Mültecilere yönelik kamuoyu desteğindeki bu azalma, büyük ölçüde, Türkiye’de 2017’den beri süregelen ve benzeri görülmemiş hiperenflasyon ve işsizliğe, gelir eşitsizliği, yoksulluk ve açlığın artmasına neden olan ekonomik krizden kaynaklanıyor. ABD’nin 2021’de Afganistan’dan çekilmesinin ardından yaşanan Afgan mülteci akını ve mültecilerin Türkiye’den hiç gitmeyeceklerine dair giderek artan inanç da kamuoyunu etkileyen diğer faktörler.
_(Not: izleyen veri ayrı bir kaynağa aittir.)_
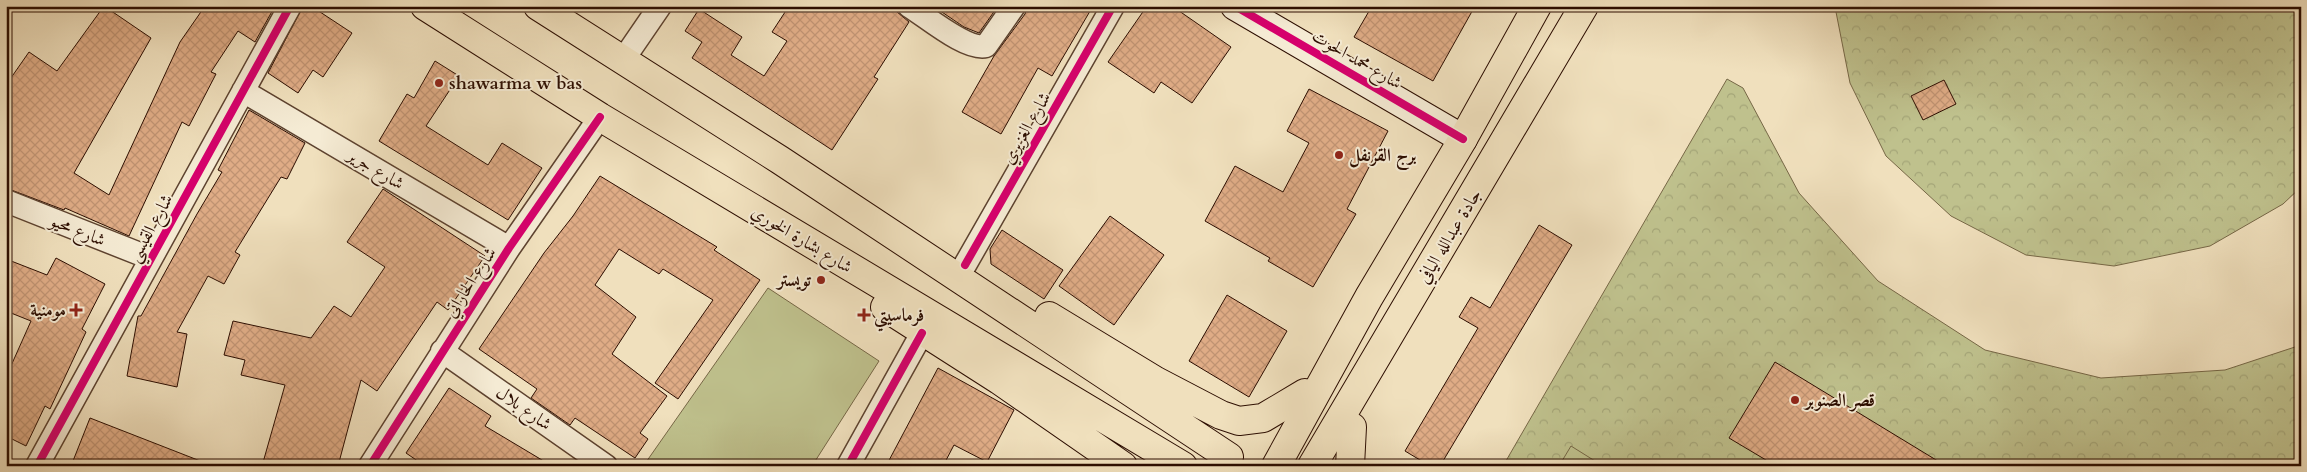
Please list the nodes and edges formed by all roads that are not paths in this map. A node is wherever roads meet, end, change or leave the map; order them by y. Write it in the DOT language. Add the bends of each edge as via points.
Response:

Mülteciler ile Türk vatandaşları arasındaki en önemli yarılma, kültürel farklılıklardan, özellikle dilsel ve dinsel farklılıklardan kaynaklanıyor gibi görünüyor. Türk dili, Türk milliyetçiliğinin temel bir unsurudur. Gerçekten de, Türkiye’nin on yıllardır varlığını sürdüren “Kürt Sorunu”nda sürekli pürüz yaratan konu, birbirini izleyen Türk hükümetlerinin Kürtlere ana dillerinde eğitim hakkı tanımaması olmuştur. Kürtçe, Türkiye’deki kamusal alanlarda neredeyse tamamen yasaktır: Kürtçe filmler ve şarkılar sıklıkla yasaklanır ve sokakta Kürtçe konuşan Kürtler şiddete uğrar, hatta tutuklanır. Dolayısıyla, Türk vatandaşlarının İstanbul ve İzmir gibi şehirlerde Arapça tabelaların, şarkıların vb. çoğalmasının toplumsal uyum bakımından büyük bir sorun olduğunu sık sık dile getirmeleri şaşırtıcı değildir.[25] Pek çok seküler Türk vatandaşı, Suriyeli ve Afgan mültecilerin bir kısmının aleni dindarlığını kendi yaşam tarzları için bir “tehdit” ve hatta bir güvenlik tehdidi olarak da nitelendiriyor ayrıca.[26]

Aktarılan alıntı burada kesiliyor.